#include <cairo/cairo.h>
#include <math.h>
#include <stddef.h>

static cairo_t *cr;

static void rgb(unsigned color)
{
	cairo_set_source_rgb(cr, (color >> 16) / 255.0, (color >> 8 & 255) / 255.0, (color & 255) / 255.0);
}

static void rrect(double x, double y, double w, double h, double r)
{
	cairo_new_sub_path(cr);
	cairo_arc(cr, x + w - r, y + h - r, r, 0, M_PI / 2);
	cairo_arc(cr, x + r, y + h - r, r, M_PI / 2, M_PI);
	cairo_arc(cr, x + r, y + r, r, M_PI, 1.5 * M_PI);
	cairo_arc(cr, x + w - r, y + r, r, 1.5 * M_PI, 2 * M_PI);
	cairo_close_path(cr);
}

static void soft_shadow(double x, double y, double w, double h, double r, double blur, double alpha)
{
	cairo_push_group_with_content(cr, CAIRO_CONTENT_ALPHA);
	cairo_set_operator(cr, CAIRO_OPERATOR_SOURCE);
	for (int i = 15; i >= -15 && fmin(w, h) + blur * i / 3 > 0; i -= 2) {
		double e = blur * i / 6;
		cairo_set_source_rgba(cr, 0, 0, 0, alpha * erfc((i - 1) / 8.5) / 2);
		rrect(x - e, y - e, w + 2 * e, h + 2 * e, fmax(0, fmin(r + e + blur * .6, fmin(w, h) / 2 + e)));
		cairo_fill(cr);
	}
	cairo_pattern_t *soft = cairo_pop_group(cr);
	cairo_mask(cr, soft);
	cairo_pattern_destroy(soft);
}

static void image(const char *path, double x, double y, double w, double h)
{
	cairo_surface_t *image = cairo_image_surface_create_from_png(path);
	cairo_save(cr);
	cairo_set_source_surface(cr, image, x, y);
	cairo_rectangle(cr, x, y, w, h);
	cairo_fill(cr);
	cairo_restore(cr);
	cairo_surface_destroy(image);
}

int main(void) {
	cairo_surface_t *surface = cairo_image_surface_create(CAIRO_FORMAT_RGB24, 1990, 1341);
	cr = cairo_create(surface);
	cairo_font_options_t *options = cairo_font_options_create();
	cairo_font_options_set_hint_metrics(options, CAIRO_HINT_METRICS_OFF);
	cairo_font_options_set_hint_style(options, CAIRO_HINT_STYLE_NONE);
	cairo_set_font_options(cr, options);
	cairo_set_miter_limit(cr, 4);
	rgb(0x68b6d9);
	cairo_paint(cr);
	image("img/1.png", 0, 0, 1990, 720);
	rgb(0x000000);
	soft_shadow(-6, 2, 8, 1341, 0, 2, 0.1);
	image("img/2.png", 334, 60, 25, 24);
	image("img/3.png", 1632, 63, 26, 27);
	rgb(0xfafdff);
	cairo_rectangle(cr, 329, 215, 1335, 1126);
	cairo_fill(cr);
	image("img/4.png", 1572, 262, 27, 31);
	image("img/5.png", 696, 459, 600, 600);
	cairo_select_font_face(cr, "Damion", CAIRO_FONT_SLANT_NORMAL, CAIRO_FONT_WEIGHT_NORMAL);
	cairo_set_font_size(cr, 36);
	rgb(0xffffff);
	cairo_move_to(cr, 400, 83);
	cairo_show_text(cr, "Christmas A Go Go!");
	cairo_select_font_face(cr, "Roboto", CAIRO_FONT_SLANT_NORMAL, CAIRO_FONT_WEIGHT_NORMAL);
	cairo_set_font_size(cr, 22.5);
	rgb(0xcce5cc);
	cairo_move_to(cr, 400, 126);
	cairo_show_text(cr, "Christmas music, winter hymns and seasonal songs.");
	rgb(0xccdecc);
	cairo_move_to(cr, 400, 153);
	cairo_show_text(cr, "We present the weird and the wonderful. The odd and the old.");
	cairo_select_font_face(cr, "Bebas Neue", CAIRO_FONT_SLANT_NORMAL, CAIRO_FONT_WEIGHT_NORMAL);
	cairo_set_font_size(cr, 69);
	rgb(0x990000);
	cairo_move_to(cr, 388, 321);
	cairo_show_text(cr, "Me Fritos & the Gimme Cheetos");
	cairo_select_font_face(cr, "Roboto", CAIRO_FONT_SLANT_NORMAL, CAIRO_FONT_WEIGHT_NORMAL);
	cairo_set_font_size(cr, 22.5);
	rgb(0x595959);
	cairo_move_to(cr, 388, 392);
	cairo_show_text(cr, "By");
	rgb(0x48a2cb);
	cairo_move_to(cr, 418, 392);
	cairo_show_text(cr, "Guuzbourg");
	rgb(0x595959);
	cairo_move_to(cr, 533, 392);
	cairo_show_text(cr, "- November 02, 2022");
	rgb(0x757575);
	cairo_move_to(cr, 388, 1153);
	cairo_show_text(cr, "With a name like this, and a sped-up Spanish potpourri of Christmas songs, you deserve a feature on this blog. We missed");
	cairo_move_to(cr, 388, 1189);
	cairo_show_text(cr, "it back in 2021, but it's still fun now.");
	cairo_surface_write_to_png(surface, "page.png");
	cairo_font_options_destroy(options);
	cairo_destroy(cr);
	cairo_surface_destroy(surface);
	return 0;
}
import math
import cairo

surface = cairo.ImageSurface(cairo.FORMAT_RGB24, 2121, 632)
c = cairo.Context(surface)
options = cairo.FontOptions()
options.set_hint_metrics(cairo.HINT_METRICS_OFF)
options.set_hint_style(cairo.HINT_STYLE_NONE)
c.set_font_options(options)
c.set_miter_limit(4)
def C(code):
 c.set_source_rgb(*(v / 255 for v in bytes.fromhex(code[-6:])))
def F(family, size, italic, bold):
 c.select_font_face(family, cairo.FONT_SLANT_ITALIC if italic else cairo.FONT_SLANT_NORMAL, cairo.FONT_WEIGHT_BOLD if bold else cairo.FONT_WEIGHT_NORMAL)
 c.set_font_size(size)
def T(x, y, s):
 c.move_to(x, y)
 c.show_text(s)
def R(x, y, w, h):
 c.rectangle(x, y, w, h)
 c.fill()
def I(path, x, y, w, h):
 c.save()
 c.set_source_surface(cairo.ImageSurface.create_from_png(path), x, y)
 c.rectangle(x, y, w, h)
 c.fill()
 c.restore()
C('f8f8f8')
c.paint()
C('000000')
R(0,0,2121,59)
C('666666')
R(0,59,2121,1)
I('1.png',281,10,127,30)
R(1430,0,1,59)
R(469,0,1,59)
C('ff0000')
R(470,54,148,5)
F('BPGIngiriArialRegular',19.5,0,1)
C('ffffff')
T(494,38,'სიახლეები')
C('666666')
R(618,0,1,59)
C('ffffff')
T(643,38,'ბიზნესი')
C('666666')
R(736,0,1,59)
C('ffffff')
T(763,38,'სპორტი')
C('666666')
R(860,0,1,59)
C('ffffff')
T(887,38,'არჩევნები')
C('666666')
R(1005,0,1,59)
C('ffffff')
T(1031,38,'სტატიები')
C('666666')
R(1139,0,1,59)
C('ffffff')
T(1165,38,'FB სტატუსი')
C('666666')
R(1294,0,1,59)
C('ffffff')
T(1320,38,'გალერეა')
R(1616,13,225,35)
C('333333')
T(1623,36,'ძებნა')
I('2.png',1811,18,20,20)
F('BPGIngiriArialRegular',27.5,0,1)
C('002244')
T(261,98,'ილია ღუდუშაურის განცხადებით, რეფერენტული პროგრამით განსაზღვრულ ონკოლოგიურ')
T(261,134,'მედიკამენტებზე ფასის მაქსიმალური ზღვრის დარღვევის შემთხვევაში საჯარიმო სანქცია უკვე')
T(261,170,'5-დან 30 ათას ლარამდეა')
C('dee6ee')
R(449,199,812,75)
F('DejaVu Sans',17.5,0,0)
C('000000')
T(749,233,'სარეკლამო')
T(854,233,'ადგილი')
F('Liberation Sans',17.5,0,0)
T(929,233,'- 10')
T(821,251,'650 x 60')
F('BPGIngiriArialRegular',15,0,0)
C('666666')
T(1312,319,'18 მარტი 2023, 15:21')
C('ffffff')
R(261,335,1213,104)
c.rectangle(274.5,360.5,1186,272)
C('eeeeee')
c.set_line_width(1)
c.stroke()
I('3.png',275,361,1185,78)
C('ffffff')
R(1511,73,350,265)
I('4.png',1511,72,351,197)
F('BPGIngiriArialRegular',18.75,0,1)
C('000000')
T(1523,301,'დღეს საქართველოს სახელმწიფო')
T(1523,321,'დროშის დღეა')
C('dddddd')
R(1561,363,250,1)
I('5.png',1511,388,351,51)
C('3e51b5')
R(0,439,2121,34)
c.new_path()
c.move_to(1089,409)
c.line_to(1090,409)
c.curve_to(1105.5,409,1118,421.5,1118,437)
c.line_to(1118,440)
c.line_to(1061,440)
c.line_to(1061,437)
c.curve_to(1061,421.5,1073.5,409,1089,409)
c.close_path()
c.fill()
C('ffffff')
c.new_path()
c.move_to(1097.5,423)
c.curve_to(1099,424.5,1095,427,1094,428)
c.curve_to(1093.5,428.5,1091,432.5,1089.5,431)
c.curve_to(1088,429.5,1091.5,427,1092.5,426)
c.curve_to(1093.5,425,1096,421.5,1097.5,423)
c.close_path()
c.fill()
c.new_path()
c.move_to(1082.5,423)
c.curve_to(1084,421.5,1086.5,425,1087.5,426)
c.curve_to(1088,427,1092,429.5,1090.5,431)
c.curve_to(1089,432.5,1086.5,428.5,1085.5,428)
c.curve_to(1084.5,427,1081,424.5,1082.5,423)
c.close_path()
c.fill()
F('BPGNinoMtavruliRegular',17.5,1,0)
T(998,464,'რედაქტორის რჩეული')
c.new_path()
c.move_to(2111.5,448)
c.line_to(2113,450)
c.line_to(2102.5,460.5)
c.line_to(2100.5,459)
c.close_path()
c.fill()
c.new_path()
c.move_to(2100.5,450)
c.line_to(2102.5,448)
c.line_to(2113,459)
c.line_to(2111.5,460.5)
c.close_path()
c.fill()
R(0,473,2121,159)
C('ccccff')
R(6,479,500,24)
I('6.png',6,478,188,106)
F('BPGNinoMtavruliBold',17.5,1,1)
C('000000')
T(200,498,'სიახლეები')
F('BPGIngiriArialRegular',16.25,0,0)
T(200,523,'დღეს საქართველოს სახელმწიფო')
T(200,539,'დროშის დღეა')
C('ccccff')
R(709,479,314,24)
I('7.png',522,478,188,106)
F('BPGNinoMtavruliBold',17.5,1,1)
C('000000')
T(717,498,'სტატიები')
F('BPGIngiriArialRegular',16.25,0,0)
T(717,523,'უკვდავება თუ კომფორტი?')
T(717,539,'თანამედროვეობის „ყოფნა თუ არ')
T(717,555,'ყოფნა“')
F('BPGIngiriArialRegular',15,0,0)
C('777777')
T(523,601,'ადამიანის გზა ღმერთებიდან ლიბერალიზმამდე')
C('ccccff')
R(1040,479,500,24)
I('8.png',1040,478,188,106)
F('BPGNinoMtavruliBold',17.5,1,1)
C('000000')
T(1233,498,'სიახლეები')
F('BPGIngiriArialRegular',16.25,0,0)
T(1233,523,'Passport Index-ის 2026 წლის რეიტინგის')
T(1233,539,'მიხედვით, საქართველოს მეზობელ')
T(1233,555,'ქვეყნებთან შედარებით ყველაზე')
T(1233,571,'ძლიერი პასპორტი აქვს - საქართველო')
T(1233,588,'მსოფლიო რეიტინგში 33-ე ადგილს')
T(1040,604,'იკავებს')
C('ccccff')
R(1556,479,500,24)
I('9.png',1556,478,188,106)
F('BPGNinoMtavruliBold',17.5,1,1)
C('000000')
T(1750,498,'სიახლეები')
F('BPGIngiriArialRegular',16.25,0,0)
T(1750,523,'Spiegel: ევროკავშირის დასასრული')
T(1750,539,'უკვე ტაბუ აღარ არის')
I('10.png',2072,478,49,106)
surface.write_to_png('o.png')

**REQUIRED WORK**:
Search the listing above for the lines with "cairo_close_path(cr);" and "cairo_set_miter_limit(cr, 4);", then output those lines and all lines between them exactly.

**ANSWER TO THE PROBLEM**:
	cairo_close_path(cr);
}

static void soft_shadow(double x, double y, double w, double h, double r, double blur, double alpha)
{
	cairo_push_group_with_content(cr, CAIRO_CONTENT_ALPHA);
	cairo_set_operator(cr, CAIRO_OPERATOR_SOURCE);
	for (int i = 15; i >= -15 && fmin(w, h) + blur * i / 3 > 0; i -= 2) {
		double e = blur * i / 6;
		cairo_set_source_rgba(cr, 0, 0, 0, alpha * erfc((i - 1) / 8.5) / 2);
		rrect(x - e, y - e, w + 2 * e, h + 2 * e, fmax(0, fmin(r + e + blur * .6, fmin(w, h) / 2 + e)));
		cairo_fill(cr);
	}
	cairo_pattern_t *soft = cairo_pop_group(cr);
	cairo_mask(cr, soft);
	cairo_pattern_destroy(soft);
}

static void image(const char *path, double x, double y, double w, double h)
{
	cairo_surface_t *image = cairo_image_surface_create_from_png(path);
	cairo_save(cr);
	cairo_set_source_surface(cr, image, x, y);
	cairo_rectangle(cr, x, y, w, h);
	cairo_fill(cr);
	cairo_restore(cr);
	cairo_surface_destroy(image);
}

int main(void) {
	cairo_surface_t *surface = cairo_image_surface_create(CAIRO_FORMAT_RGB24, 1990, 1341);
	cr = cairo_create(surface);
	cairo_font_options_t *options = cairo_font_options_create();
	cairo_font_options_set_hint_metrics(options, CAIRO_HINT_METRICS_OFF);
	cairo_font_options_set_hint_style(options, CAIRO_HINT_STYLE_NONE);
	cairo_set_font_options(cr, options);
	cairo_set_miter_limit(cr, 4);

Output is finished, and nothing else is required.